Top of EXERCISE MATERIALS
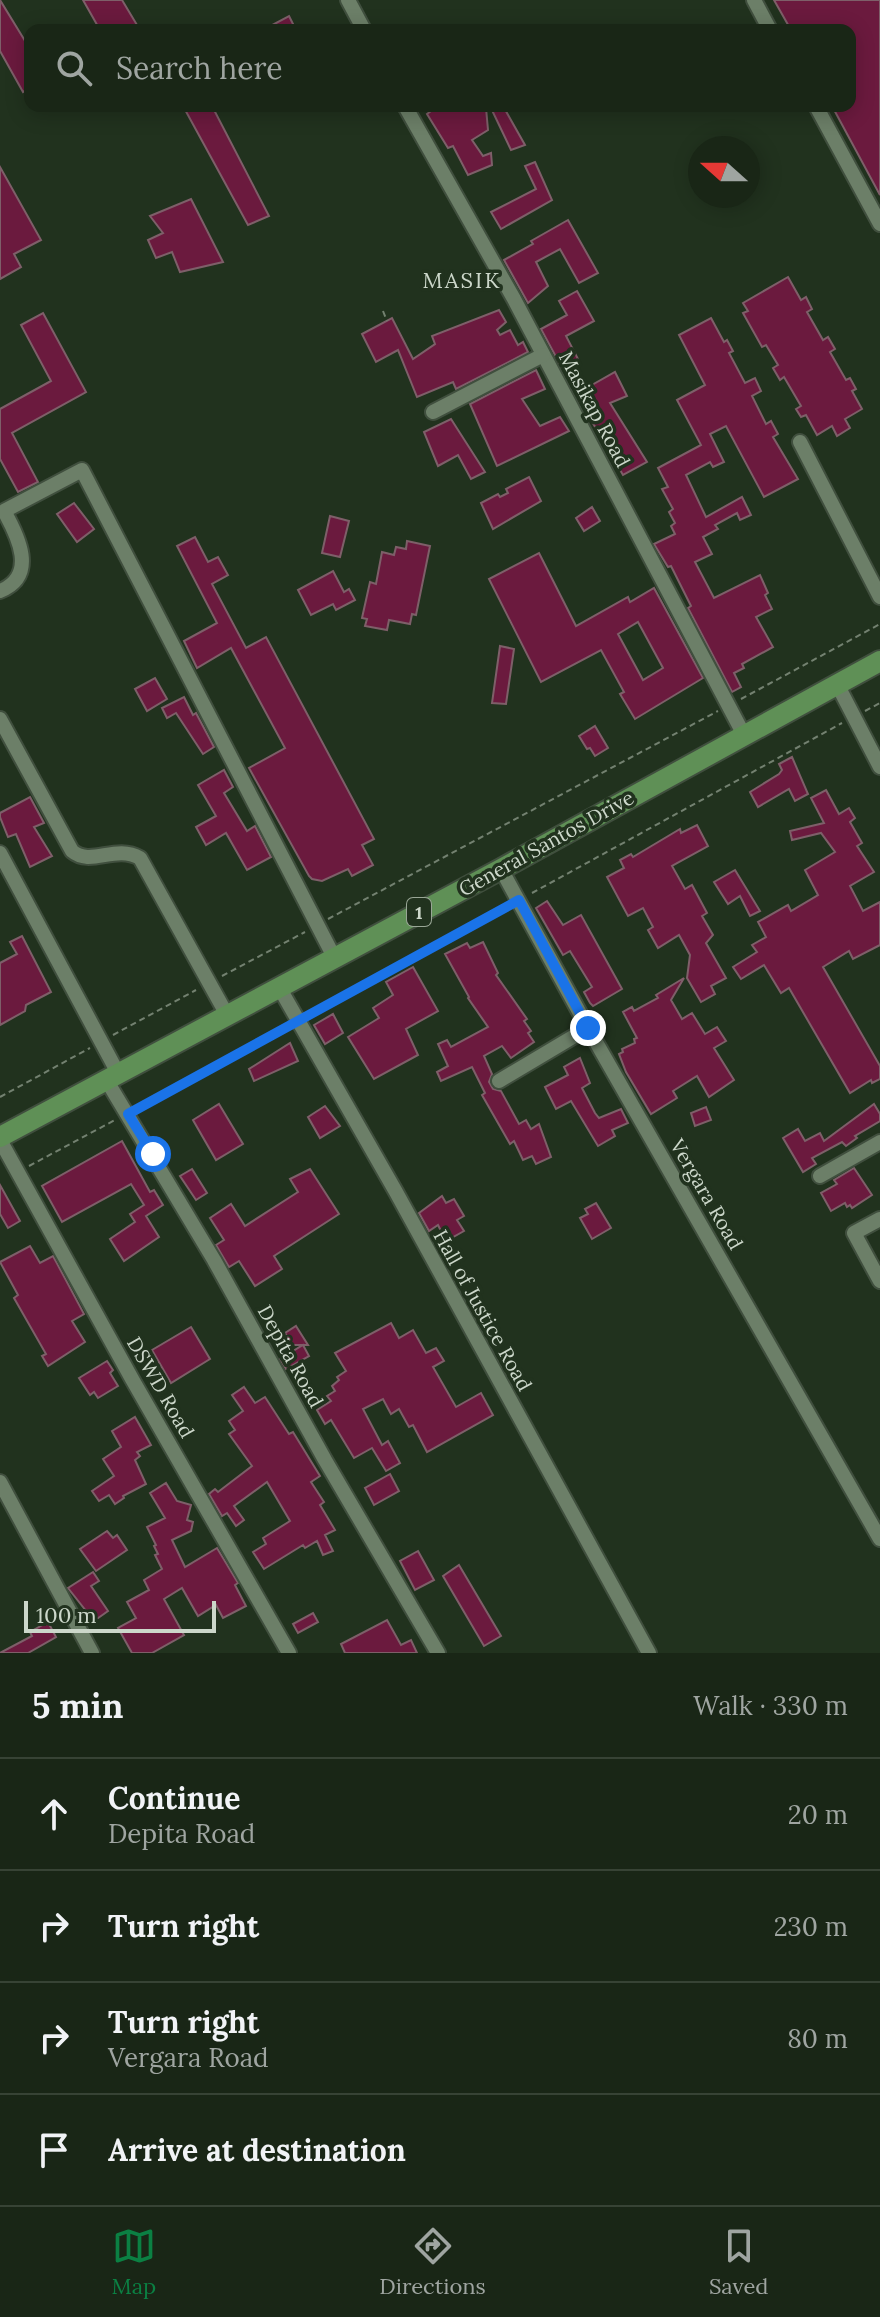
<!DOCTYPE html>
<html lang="en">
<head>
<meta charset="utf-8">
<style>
	body { margin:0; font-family:Lora,serif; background:#222e1f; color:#f1f3f6 }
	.compass { position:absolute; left:688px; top:136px; width:72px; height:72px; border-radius:50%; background:#192616; box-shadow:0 4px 20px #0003; rotate:291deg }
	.scale { position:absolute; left:24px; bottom:20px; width:192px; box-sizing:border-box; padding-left:8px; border:4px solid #ccd7ca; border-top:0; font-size:22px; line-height:28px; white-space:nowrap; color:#ccd7ca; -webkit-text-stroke:6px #21321e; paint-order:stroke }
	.stop { position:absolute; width:24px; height:24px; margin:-18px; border:6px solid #1a73e8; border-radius:50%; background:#fff }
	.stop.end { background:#1a73e8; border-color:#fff; box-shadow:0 2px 8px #0008 }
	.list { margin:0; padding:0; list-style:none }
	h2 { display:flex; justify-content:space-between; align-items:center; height:104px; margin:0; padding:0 32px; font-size:34px }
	h2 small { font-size:26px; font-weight:400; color:#9fa5a1 }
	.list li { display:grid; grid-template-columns:52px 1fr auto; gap:24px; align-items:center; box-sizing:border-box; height:112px; padding:0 32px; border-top:2px solid #374335 }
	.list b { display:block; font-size:30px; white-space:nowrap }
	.list p { margin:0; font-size:26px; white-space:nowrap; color:#9fa5a1 }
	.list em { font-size:26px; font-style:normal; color:#9fa5a1 }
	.icon { flex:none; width:44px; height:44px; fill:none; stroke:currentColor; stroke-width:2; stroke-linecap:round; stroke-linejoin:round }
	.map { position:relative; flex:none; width:880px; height:1653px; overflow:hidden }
	.search { position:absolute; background:#192616; box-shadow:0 4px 20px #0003; left:24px; right:24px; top:24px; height:88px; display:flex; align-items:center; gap:20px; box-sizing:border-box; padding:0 28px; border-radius:16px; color:#9fa5a1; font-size:30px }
	.sheet { height:552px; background:#192616 }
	nav { display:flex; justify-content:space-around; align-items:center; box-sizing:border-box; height:112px; border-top:2px solid #374335; background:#192616; font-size:22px; color:#9fa5a1 }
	nav a { display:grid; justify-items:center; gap:4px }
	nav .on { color:#0b8043 }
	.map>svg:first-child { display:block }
	.building { fill:#6b1a3e; stroke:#7e5f69; stroke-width:2; fill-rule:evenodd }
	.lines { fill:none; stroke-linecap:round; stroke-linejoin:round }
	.minor-casing { stroke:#404f3e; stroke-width:18 }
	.highway-casing { stroke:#404f3e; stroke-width:24 }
	.path { stroke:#738170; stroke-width:2; stroke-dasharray:6 4; stroke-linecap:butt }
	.minor { stroke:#6c7f68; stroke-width:14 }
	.highway { stroke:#5f9056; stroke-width:20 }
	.route { stroke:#1a73e8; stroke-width:10 }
	.labels { text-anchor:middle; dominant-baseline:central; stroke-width:7; stroke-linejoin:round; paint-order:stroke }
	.shield { fill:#21321e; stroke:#99a696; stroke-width:2 }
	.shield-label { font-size:18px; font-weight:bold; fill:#ccd7ca }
	.street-label { font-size:20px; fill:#ccd7ca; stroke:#21321e }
	.neighbourhood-label { font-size:22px; letter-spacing:2px; fill:#ccd7ca; stroke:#21321e }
</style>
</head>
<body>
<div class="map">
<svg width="880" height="1653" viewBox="0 0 880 1653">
	<rect width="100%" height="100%" fill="#21321e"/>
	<g class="building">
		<polygon points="0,0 30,49 30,87 23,92 0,51"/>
		<polygon points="83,0 122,0 140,30 100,30"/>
		<polygon points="774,0 880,0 880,195 832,106 850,106 850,30 791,30"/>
		<polygon points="289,16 296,30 263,30"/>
		<polygon points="183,106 212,106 269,216 248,225"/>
		<polygon points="438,106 486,108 488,130 472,140 483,156 491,153 492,165 468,175 453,146 448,148 427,114"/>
		<polygon points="490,106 503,106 525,145 511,150"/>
		<polygon points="535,162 552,200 501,229 491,212 536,189 525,166"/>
		<polygon points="0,167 41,240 14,254 21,267 0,279"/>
		<polygon points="191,199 223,262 180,272 172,252 156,258 148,240 163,233 150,216"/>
		<polygon points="568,220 598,273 579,283 560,249 536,262 548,286 528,303 504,260 533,244 531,241"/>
		<polygon points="788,277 801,300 806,297 812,309 807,312 823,340 828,337 835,349 830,352 846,380 850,378 856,389 852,391 862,409 845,419 850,428 837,436 832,426 817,435 806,415 801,417 796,409 801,406 784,377 780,380 773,368 778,365 766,345 762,347 743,313 748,311 743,303"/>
		<polygon points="577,291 594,321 566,336 578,359 562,368 541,329 567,315 559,301"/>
		<polygon points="499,310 506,322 497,330 500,335 510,330 518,345 523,342 528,352 456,389 453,382 417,397 398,350 376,362 362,334 392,318 413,359 435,344 432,336"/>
		<polygon points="43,313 86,392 12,433 38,482 18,492 0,459 0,409 51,381 21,325"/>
		<polygon points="711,318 724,342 727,340 733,351 729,353 745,383 755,378 761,391 752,396 766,424 771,421 778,434 773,437 798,479 764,497 726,426 710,434 724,462 713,467 710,462 686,475 706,517 742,497 751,515 740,520 737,513 715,525 718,529 703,537 712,554 695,562 714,598 760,575 768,593 765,595 772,609 756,617 773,647 742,664 744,668 734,673 741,687 732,692 688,608 691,606 671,566 668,567 654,544 675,534 671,526 675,523 669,512 673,509 662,489 668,487 658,468 701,445 677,400 705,385 679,335"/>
		<polygon points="536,370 545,389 522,399 540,426 560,417 569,431 497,466 470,404"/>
		<polygon points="615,372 627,396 610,403 647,462 623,475 576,394"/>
		<polygon points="451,419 485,472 471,479 458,455 438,466 424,432"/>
		<polygon points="529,477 541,501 493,529 481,503 498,494 500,497 508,493 506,489"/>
		<polygon points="74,503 94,529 77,542 57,514"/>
		<polygon points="592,507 600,521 584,531 576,518"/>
		<polygon points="330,516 349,521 340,557 322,553"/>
		<polygon points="195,537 208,562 218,557 228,575 212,584 246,648 266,637 374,839 362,845 373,865 352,876 348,869 322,881 312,879 309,876 249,768 285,748 231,648 197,668 184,641 217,623 177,546"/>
		<polygon points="407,541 430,546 416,615 412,614 410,624 389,620 387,630 365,626 367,619 362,618 370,582 376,584 382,552 394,555 396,547 406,549"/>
		<path d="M539,553L576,626L628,597L630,602L654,588L703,678L635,719L620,694L624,692L601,650L541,682L489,579ZM638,622L663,668L643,680L618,634Z"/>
		<polygon points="333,571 344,592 349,589 355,600 336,610 333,604 311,615 298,590"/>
		<polygon points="500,646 514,649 506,704 492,703"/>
		<polygon points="155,678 167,699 147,711 135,689"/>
		<polygon points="184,697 193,715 196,713 214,747 203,754 176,713 167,718 162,708"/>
		<polygon points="595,726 608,748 595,756 590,748 587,749 579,736"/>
		<polygon points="792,757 808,794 795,801 789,789 758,807 750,792 779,774 782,770 779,764"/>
		<polygon points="224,770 233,787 224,793 247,831 255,826 271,857 247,870 226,833 206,845 196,827 216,816 198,785"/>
		<polygon points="826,790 839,814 849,808 855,818 850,822 862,843 857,846 874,872 850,886 863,911 880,902 880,945 853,959 849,951 823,967 880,1066 880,1079 872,1083 871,1080 850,1093 789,988 781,993 764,965 741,979 733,967 757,952 752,945 766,937 758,922 788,905 791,911 818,895 805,870 835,852 821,833 792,840 790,831 824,823 811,798"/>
		<polygon points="30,797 44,823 34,827 52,856 30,867 16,834 8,837 0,817 0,813"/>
		<polygon points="697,825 708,846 672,866 685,889 692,885 707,913 702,916 713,935 706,943 726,978 711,986 715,994 701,1002 687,978 690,955 679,935 658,948 648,930 653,927 643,908 628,916 607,877 624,868 620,860 631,854 633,857 680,829 681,833"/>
		<polygon points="735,870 760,911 750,916 740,896 728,904 714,882"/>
		<polygon points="547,901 563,925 581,915 622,989 593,1006 590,1003 584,992 592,987 570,951 563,955 536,908"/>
		<polygon points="22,936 51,992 26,1005 25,1011 0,1025 0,963 17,954 10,942"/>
		<polygon points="483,942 498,973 496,975 527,1019 524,1021 531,1031 528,1033 534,1042 511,1058 502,1046 484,1056 492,1074 489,1082 493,1089 501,1091 519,1124 526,1120 531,1129 539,1124 551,1157 536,1164 532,1156 523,1160 514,1141 510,1144 482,1095 485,1093 472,1067 441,1081 437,1072 448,1066 438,1044 447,1040 451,1047 488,1027 468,998 469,997 445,954 467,943 470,948"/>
		<polygon points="413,967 438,1011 406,1029 418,1055 374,1079 348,1037 379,1018 373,1008 393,995 386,982"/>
		<polygon points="684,978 671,1000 682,1019 692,1013 705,1034 717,1027 726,1041 714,1048 734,1080 709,1097 697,1076 673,1091 677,1098 651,1114 626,1072 619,1054 623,1052 622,1049 635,1043 634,1039 637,1038 623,1012 632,1007 634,1011 658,998 656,995"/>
		<polygon points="333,1014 343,1033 325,1044 314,1025"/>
		<polygon points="290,1043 298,1061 254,1081 249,1069"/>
		<polygon points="580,1058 590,1083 582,1088 595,1113 599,1118 621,1109 628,1123 612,1130 615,1136 598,1146 571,1101 556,1109 545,1087 568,1075 564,1067"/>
		<polygon points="219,1104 243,1144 216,1160 193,1120"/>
		<polygon points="874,1104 880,1114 880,1121 855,1136 857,1138 846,1146 842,1142 812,1158 816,1164 803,1172 783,1138 798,1129 805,1141 820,1133 824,1141"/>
		<polygon points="325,1106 340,1126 320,1138 308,1117"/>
		<polygon points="706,1107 711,1120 695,1126 691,1113"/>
		<polygon points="122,1141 150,1192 154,1190 163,1205 146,1216 159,1237 124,1261 110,1239 135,1222 130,1214 144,1205 131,1184 62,1222 42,1186"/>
		<polygon points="854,1168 872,1195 852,1208 850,1205 847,1207 845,1203 831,1211 821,1193 837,1184 834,1180"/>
		<polygon points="192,1169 207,1193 196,1200 180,1176"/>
		<polygon points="310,1169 339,1214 274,1256 282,1269 255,1286 239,1261 229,1267 216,1245 224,1240 210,1218 231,1204 245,1226 298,1192 290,1179"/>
		<polygon points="0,1185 20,1221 8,1228 0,1214"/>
		<polygon points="442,1196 446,1203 454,1199 464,1216 457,1220 464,1231 446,1241 438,1225 429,1231 419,1213"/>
		<polygon points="596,1203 611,1228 592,1239 580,1218 588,1214 585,1209"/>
		<polygon points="30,1246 40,1263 53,1256 84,1314 72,1321 85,1342 48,1366 42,1356 46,1354 14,1298 18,1295 0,1262"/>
		<polygon points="391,1323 399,1338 413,1330 426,1353 436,1348 444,1361 433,1367 456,1407 481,1393 493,1415 427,1452 413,1425 409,1427 399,1409 391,1414 383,1399 363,1409 382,1445 388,1441 400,1463 386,1471 372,1448 354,1458 331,1420 325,1424 317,1410 331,1401 327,1396 335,1391 332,1386 339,1380 337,1377 346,1371 335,1353"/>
		<polygon points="296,1326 308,1345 293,1345 285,1333"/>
		<polygon points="191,1327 210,1359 171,1383 152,1350"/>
		<polygon points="303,1345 309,1356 286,1369 280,1359"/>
		<polygon points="107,1361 113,1370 110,1373 118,1386 98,1398 94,1392 90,1395 79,1378"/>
		<polygon points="244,1387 255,1403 265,1397 289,1434 293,1432 320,1476 311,1482 324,1502 320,1505 335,1530 325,1535 333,1551 323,1555 317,1541 305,1548 303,1545 264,1569 253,1552 266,1544 263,1538 290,1521 267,1482 234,1506 244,1520 236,1526 227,1513 222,1516 209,1494 215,1489 218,1492 252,1466 229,1434 235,1430 229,1421 243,1411 232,1395"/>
		<polygon points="135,1417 151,1445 137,1452 140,1456 135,1460 146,1484 123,1496 124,1498 115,1504 109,1495 99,1501 92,1491 114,1476 103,1459 121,1447 112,1431"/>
		<polygon points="390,1474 399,1491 374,1505 365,1488"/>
		<polygon points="166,1483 177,1501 191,1505 187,1520 193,1522 191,1531 172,1540 185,1567 217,1548 238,1583 235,1585 246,1606 223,1618 216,1605 198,1616 182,1588 164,1599 184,1635 152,1653 132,1653 118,1628 136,1618 127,1602 149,1590 144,1580 162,1569 155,1555 158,1554 154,1546 156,1545 147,1527 165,1518 150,1493"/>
		<polygon points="107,1531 113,1538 117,1535 127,1550 96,1571 80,1549"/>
		<polygon points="418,1551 434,1580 415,1590 400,1561"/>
		<polygon points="459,1565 501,1636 484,1646 443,1576"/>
		<polygon points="93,1572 99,1581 91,1586 108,1611 94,1621 68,1588"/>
		<polygon points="313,1613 318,1622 298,1633 293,1624"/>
		<polygon points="387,1620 401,1645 411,1640 417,1653 345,1653 341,1644"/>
		<polygon points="48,1622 56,1637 28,1653 0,1653 32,1636 30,1632"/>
	</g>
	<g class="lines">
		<g class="minor-casing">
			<g id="minor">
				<polyline points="348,0 364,30"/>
				<polyline points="754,0 770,30"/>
				<polyline points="405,106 514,299 744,735"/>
				<polyline points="816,106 880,224"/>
				<polyline points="433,412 543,355"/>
				<polyline points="800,442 880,597"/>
				<path d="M0,591C38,576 18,536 4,511L82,470L334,957"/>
				<polyline points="837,684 880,767"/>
				<path d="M0,719L72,851C91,867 115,844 140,858L227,1015"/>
				<polyline points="0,853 119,1075"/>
				<polyline points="501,869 588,1028 880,1539"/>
				<polyline points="279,987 396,1192 649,1653"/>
				<polyline points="107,1081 214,1260 325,1460 438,1653"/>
				<polyline points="499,1081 588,1028"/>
				<polyline points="0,1140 132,1379 289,1653"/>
				<polyline points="820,1176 880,1142"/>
				<polyline points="880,1219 854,1233 880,1281"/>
				<polyline points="0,1482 92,1653"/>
			</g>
		</g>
		<g class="highway-casing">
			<polyline id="highway" points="0,1137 501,869 880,661"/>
		</g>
		<g class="path">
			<polyline points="383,311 387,321"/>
			<polyline points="741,699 880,624"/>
			<polyline points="865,711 880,703"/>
			<polyline points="532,893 842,723"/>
			<polyline points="328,919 718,711"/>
			<polyline points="222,976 305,932"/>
			<polyline points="310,1013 505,908"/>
			<polyline points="113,1035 196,990"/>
			<polyline points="0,1097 90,1048"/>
			<polyline points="139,1108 287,1026"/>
			<polyline points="29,1166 115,1120"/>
		</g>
		<use href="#minor" class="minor"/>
		<use href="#highway" class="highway"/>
	</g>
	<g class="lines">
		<polyline class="route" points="153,1154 128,1114 519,900 588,1028"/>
	</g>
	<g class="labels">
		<rect class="shield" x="407" y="898" width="24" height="28" rx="6"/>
		<g class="shield-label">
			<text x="419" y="912">1</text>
		</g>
		<g class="street-label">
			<text transform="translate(595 409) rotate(62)">Masikap Road</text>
			<text transform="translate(546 843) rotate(-29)">General Santos Drive</text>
			<text transform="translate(707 1194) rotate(60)">Vergara Road</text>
			<text transform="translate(483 1310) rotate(61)">Hall of Justice Road</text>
			<text transform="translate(291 1356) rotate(61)">Depita Road</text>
			<text transform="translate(161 1387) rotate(60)">DSWD Road</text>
		</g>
		<g class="neighbourhood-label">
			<text x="462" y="280">MASIK</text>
		</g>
	</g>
</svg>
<svg class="compass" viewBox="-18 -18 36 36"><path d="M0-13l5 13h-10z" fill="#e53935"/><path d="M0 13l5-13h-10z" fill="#9fa5a1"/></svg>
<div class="scale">100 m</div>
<div class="stop" style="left:153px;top:1154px"></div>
<div class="stop end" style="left:588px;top:1028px"></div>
<div class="search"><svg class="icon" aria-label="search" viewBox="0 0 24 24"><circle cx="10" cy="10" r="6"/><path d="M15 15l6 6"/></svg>Search here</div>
</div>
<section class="sheet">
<h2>5 min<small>Walk · 330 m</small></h2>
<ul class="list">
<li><svg class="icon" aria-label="ahead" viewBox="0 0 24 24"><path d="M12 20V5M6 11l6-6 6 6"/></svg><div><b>Continue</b><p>Depita Road</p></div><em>20 m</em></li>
<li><svg class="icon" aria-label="right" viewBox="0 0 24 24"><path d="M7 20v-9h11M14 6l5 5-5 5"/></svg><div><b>Turn right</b></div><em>230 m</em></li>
<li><svg class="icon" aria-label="right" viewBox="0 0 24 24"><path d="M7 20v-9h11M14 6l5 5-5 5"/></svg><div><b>Turn right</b><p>Vergara Road</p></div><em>80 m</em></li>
<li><svg class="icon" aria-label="arrive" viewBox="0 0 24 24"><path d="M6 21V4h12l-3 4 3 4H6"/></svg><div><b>Arrive at destination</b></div></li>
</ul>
</section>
<nav>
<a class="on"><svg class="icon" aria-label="map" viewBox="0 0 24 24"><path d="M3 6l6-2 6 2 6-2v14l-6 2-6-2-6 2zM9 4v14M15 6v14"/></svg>Map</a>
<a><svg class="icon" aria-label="directions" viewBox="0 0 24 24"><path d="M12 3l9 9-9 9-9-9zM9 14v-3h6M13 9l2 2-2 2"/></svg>Directions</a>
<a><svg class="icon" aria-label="saved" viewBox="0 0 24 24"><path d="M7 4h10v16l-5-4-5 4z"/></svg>Saved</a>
</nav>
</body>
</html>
Bottom of EXERCISE MATERIALS
ABOUT THIS EXERCISE:
Take every line from the records that holds "list" and copy it down.

FINAL ANSWER:
	.list { margin:0; padding:0; list-style:none }
	.list li { display:grid; grid-template-columns:52px 1fr auto; gap:24px; align-items:center; box-sizing:border-box; height:112px; padding:0 32px; border-top:2px solid #374335 }
	.list b { display:block; font-size:30px; white-space:nowrap }
	.list p { margin:0; font-size:26px; white-space:nowrap; color:#9fa5a1 }
	.list em { font-size:26px; font-style:normal; color:#9fa5a1 }
<ul class="list">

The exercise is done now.